* [Supplied data]:
>>>>

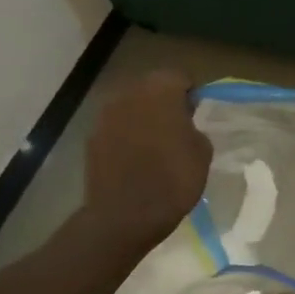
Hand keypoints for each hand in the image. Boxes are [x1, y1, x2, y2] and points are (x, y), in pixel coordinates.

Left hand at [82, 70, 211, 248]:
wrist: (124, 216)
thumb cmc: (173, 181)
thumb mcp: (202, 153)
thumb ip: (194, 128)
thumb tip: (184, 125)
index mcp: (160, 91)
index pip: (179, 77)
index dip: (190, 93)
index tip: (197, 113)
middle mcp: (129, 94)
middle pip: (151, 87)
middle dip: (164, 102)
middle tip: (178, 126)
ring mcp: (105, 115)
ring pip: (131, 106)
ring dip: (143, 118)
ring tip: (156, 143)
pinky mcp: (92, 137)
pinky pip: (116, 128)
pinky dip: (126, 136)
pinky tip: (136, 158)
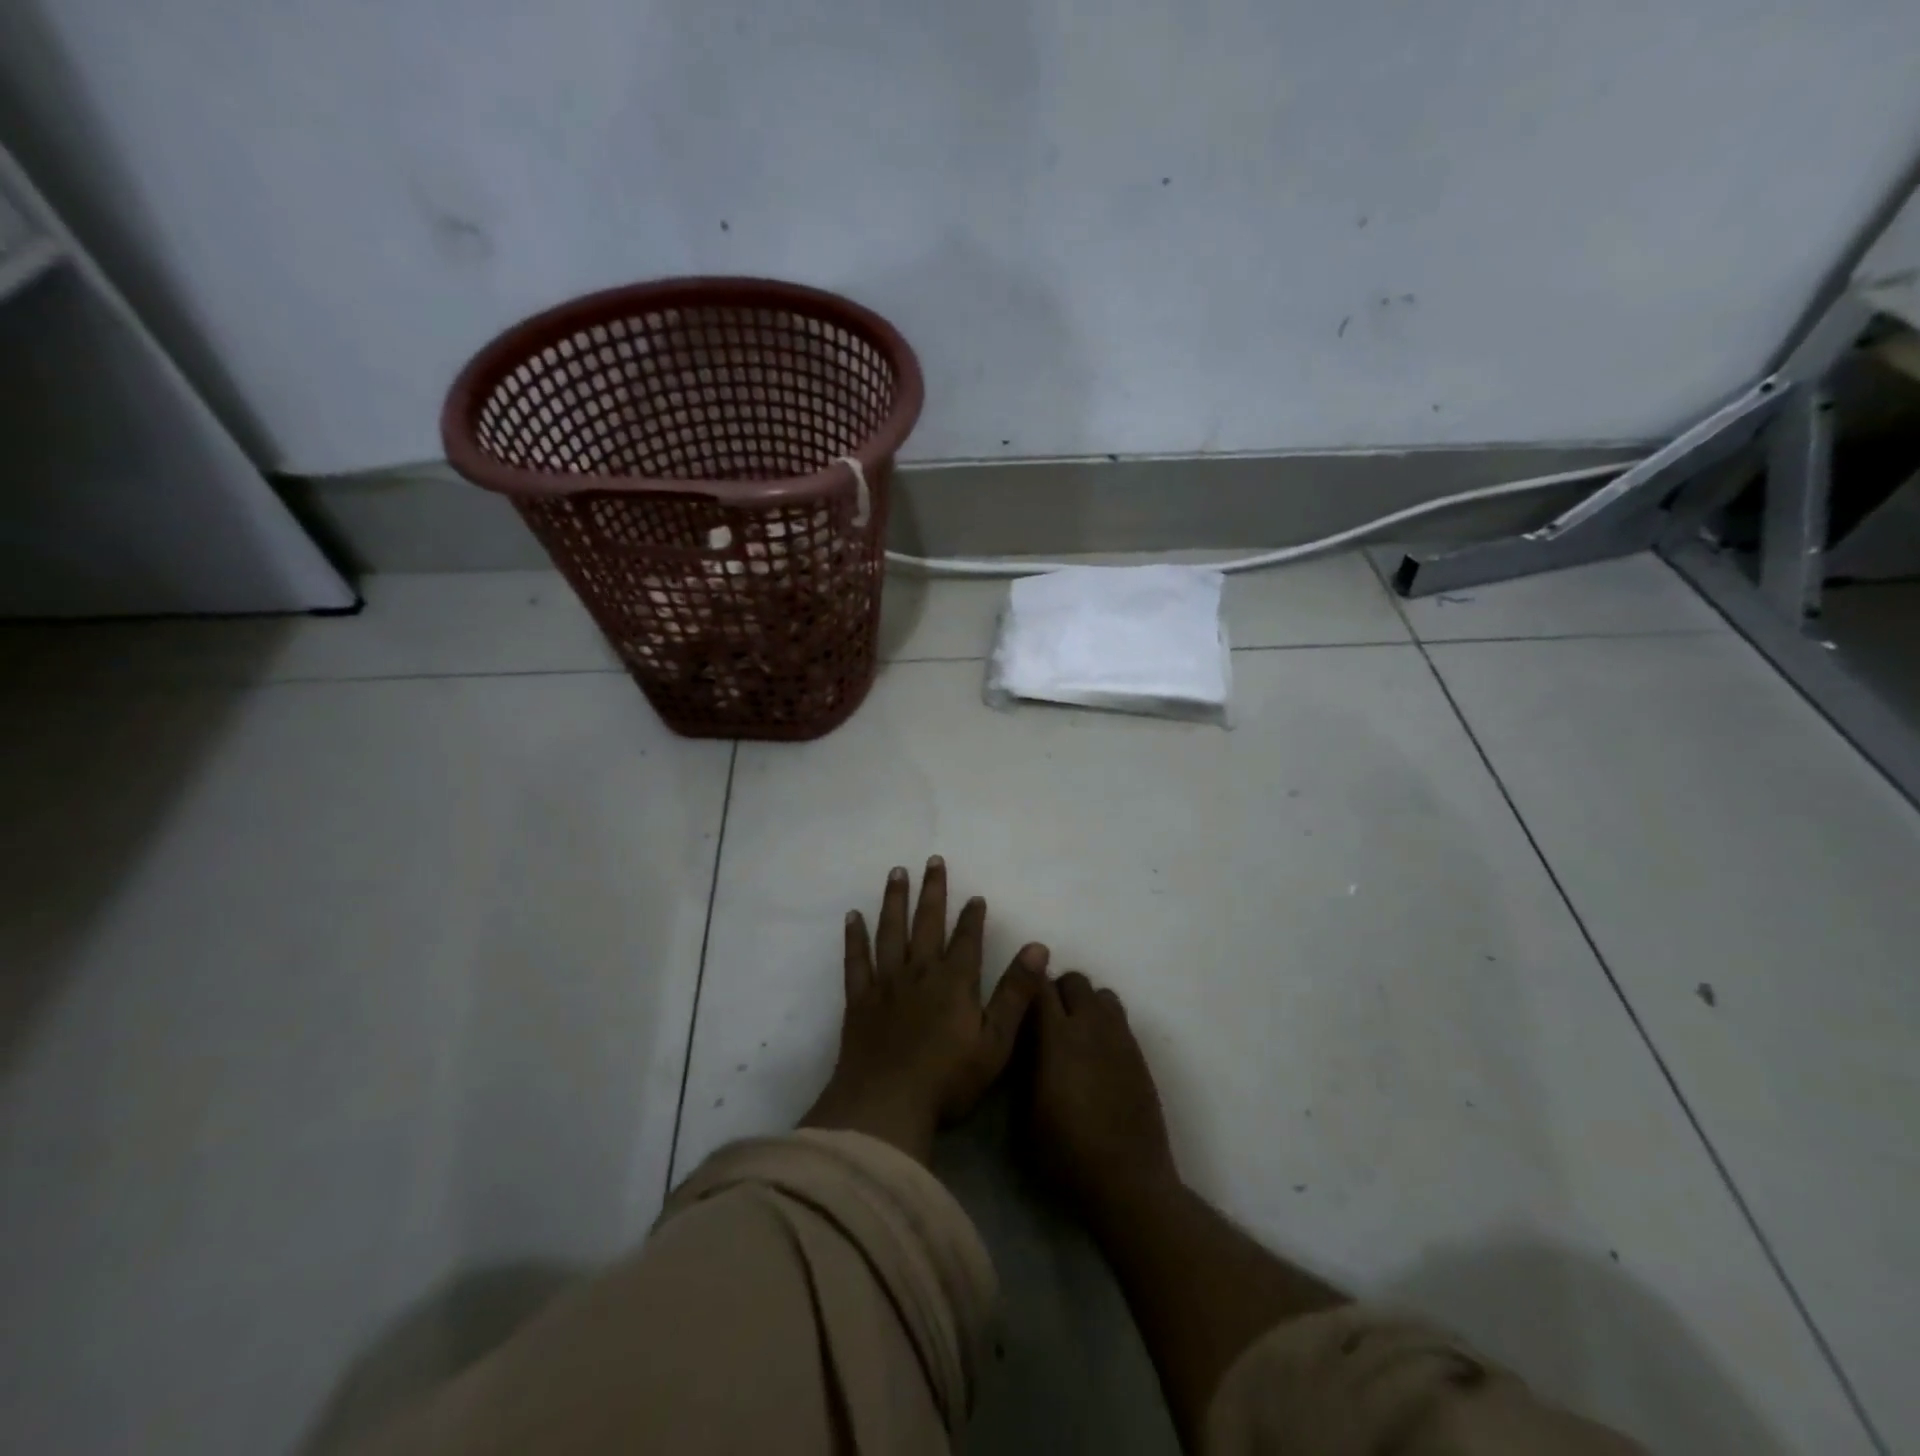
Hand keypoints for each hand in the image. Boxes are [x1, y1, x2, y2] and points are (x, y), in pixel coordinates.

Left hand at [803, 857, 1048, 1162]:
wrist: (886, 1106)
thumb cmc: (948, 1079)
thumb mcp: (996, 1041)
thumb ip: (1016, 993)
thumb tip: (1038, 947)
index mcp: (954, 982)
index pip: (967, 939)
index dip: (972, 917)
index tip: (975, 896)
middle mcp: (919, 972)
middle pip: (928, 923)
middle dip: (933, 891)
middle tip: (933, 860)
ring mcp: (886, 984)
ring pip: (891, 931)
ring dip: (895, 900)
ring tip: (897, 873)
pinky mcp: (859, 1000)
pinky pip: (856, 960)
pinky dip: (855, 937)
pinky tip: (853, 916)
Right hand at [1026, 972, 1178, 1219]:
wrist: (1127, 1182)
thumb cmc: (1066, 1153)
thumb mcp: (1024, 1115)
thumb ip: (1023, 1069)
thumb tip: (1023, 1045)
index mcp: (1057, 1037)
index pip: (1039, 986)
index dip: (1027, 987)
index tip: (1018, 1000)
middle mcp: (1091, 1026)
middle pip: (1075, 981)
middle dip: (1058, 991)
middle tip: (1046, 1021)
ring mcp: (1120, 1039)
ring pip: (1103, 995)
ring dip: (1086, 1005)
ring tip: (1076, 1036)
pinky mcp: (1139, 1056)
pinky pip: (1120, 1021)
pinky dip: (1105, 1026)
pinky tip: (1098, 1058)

<<<<

* [What the task requires]:
Within the listing above, the range opens at the line with "index pip: (967, 939)" and closes at the line with "thumb ip: (1023, 1069)". Reproduce exactly the lines of that range, including both ends.

* [Answer to this task]:
index pip: (967, 939)
index dip: (972, 917)
index tip: (975, 896)
middle mcp: (919, 972)
middle pip: (928, 923)
middle dip: (933, 891)
middle tip: (933, 860)
ring mcp: (886, 984)
ring pip: (891, 931)
ring dip: (895, 900)
ring tip: (897, 873)
pinky mcp: (859, 1000)
pinky pip: (856, 960)
pinky dip: (855, 937)
pinky tip: (853, 916)
Right hand at [1026, 972, 1178, 1219]:
wrist: (1127, 1182)
thumb cmc: (1066, 1153)
thumb mcp: (1024, 1115)
thumb ip: (1023, 1069)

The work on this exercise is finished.